**YOUR GOAL:**
Could you repeat every line below exactly, skipping the images?

**Stored data:**
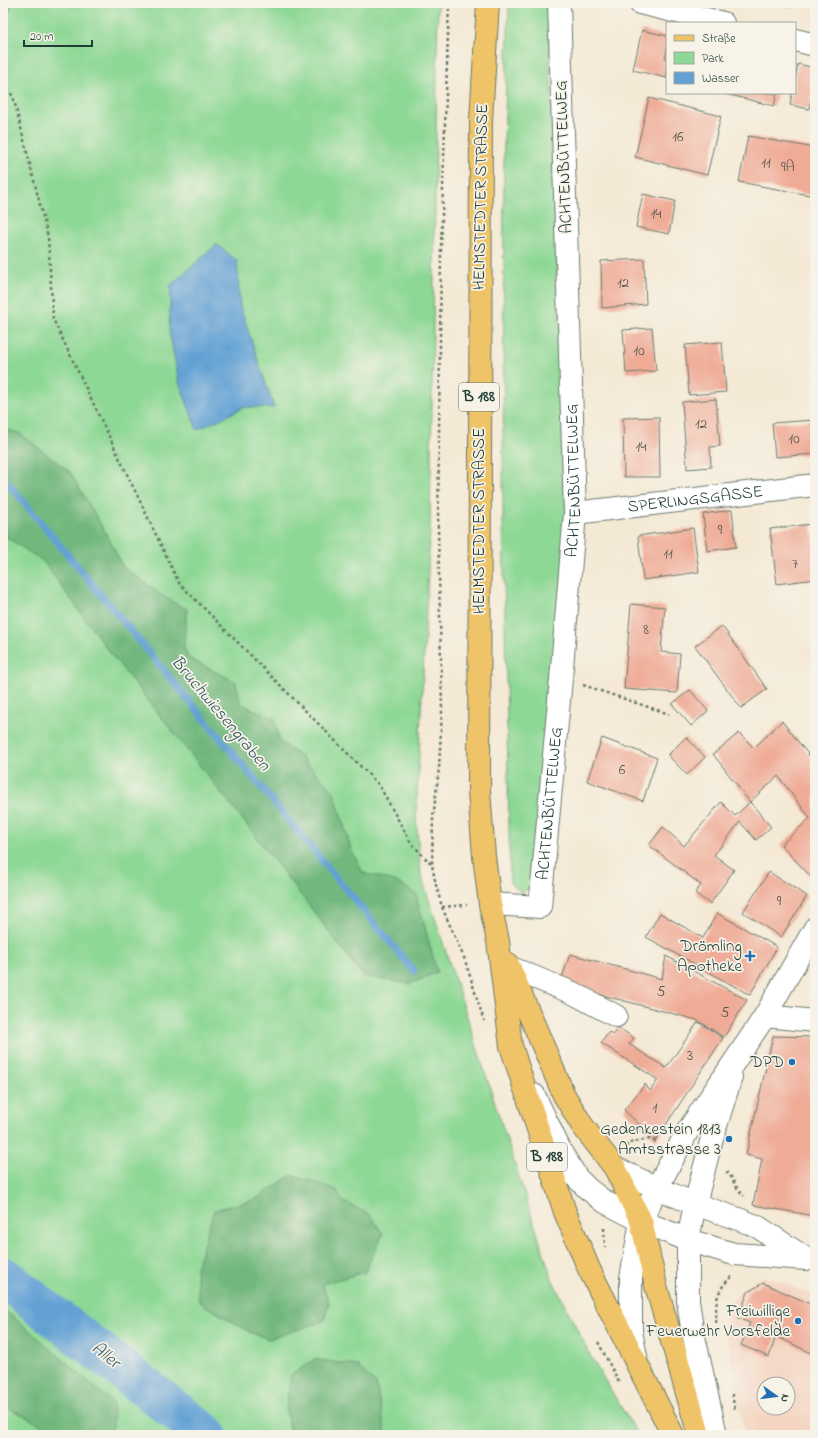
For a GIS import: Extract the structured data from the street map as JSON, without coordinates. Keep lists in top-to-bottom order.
{
  "streets": {
    "main road": ["HELMSTEDTER STRASSE", "B 188"],
    "street": ["ACHTENBÜTTELWEG", "SPERLINGSGASSE"]
  },
  "crossings": [
    ["ACHTENBÜTTELWEG", "HELMSTEDTER STRASSE"],
    ["ACHTENBÜTTELWEG", "SPERLINGSGASSE"]
  ],
  "water": ["Bruchwiesengraben", "Aller"],
  "places": {
    "health": ["Drömling Apotheke"],
    "other": ["DPD", "Gedenkestein 1813 Amtsstrasse 3", "Freiwillige Feuerwehr Vorsfelde"]
  },
  "house_numbers": [
    "16",
    "11",
    "9A",
    "14",
    "12",
    "10",
    "12",
    "10",
    "14",
    "9",
    "11",
    "7",
    "8",
    "6",
    "9",
    "5",
    "5",
    "3",
    "1"
  ],
  "legend": ["Straße", "Park", "Wasser"],
  "scale_bar": "20 m",
  "north": "right"
}
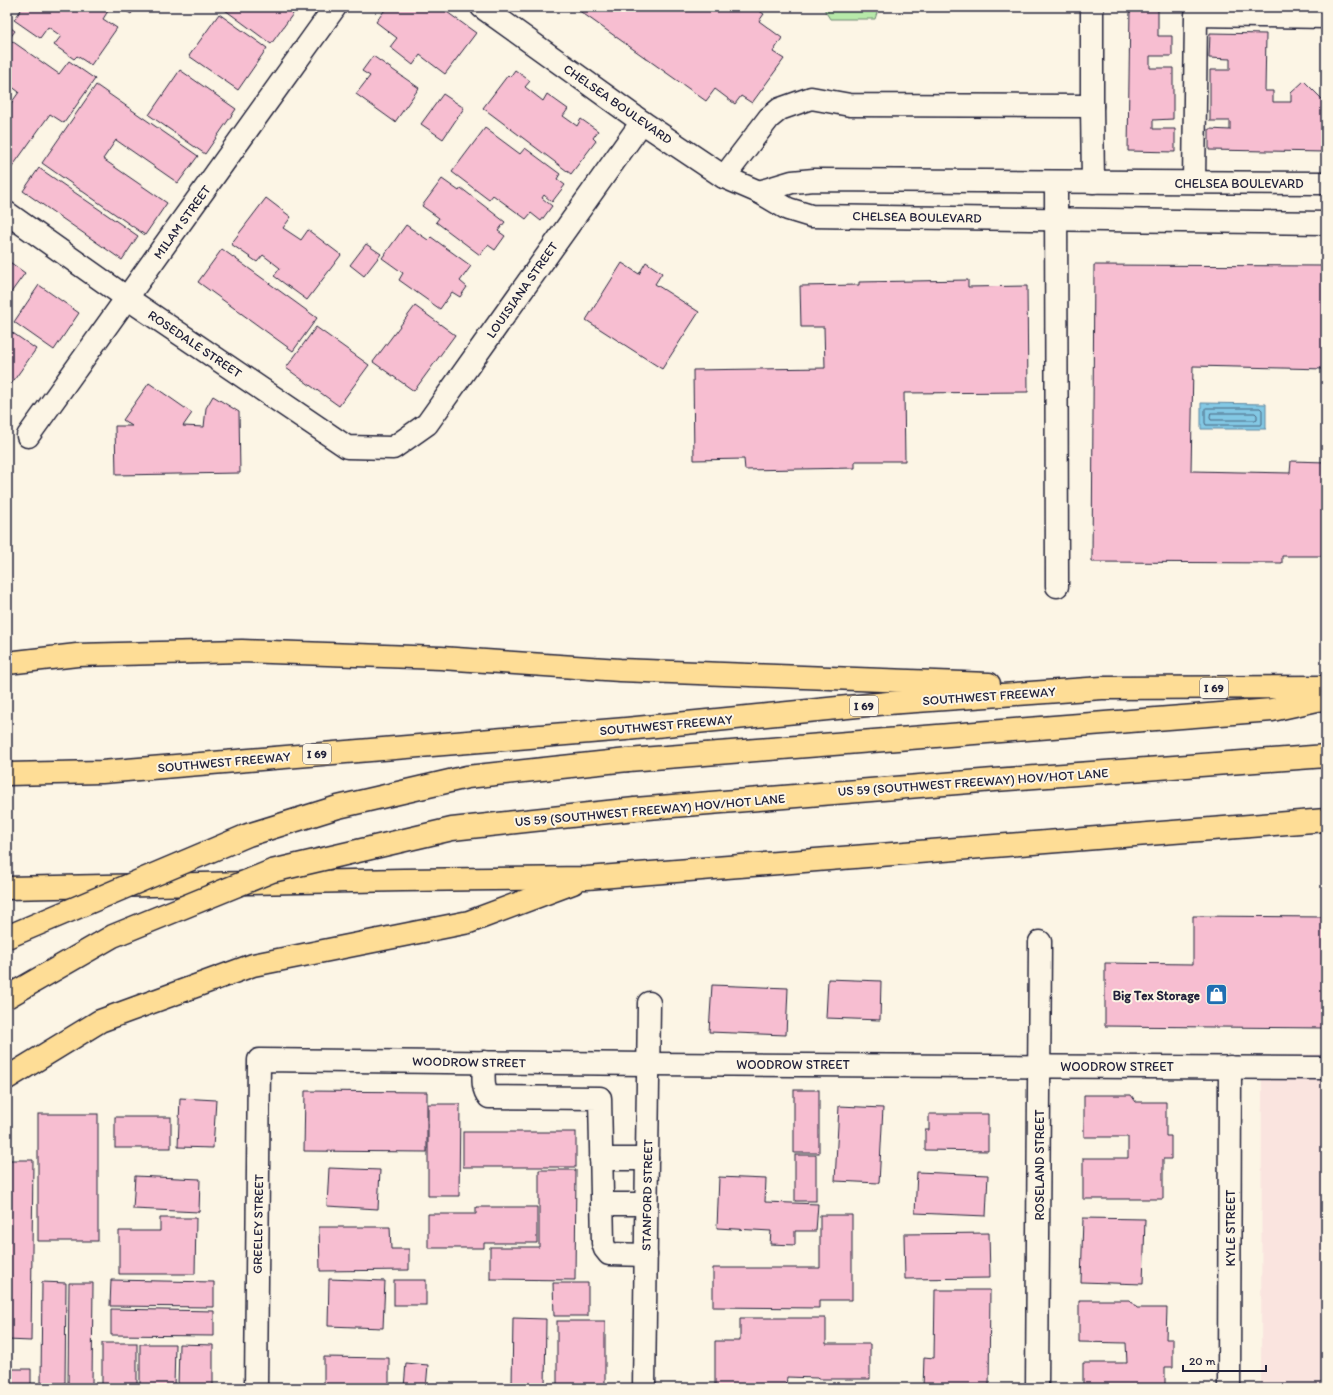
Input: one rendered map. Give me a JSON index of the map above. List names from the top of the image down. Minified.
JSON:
{"streets":{"highway":["I 69","SOUTHWEST FREEWAY","US 59 (SOUTHWEST FREEWAY) HOV/HOT LANE"],"street":["CHELSEA BOULEVARD","MILAM STREET","LOUISIANA STREET","ROSEDALE STREET","WOODROW STREET","ROSELAND STREET","STANFORD STREET","GREELEY STREET","KYLE STREET"]},"crossings":[["CHELSEA BOULEVARD","LOUISIANA STREET"],["MILAM STREET","ROSEDALE STREET"],["LOUISIANA STREET","ROSEDALE STREET"],["WOODROW STREET","ROSELAND STREET"],["WOODROW STREET","STANFORD STREET"],["WOODROW STREET","GREELEY STREET"],["WOODROW STREET","KYLE STREET"]],"places":{"shop":["Big Tex Storage"]},"scale_bar":"20 m"}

**SOLUTION TO THIS TASK:**
For a GIS import: Extract the structured data from the street map as JSON, without coordinates. Keep lists in top-to-bottom order.
{
  "streets": {
    "main road": ["HELMSTEDTER STRASSE", "B 188"],
    "street": ["ACHTENBÜTTELWEG", "SPERLINGSGASSE"]
  },
  "crossings": [
    ["ACHTENBÜTTELWEG", "HELMSTEDTER STRASSE"],
    ["ACHTENBÜTTELWEG", "SPERLINGSGASSE"]
  ],
  "water": ["Bruchwiesengraben", "Aller"],
  "places": {
    "health": ["Drömling Apotheke"],
    "other": ["DPD", "Gedenkestein 1813 Amtsstrasse 3", "Freiwillige Feuerwehr Vorsfelde"]
  },
  "house_numbers": [
    "16",
    "11",
    "9A",
    "14",
    "12",
    "10",
    "12",
    "10",
    "14",
    "9",
    "11",
    "7",
    "8",
    "6",
    "9",
    "5",
    "5",
    "3",
    "1"
  ],
  "legend": ["Straße", "Park", "Wasser"],
  "scale_bar": "20 m",
  "north": "right"
}
Input: one rendered map. Give me a JSON index of the map above. List names from the top of the image down. Minified.
JSON:
{"streets":{"highway":["I 69","SOUTHWEST FREEWAY","US 59 (SOUTHWEST FREEWAY) HOV/HOT LANE"],"street":["CHELSEA BOULEVARD","MILAM STREET","LOUISIANA STREET","ROSEDALE STREET","WOODROW STREET","ROSELAND STREET","STANFORD STREET","GREELEY STREET","KYLE STREET"]},"crossings":[["CHELSEA BOULEVARD","LOUISIANA STREET"],["MILAM STREET","ROSEDALE STREET"],["LOUISIANA STREET","ROSEDALE STREET"],["WOODROW STREET","ROSELAND STREET"],["WOODROW STREET","STANFORD STREET"],["WOODROW STREET","GREELEY STREET"],["WOODROW STREET","KYLE STREET"]],"places":{"shop":["Big Tex Storage"]},"scale_bar":"20 m"}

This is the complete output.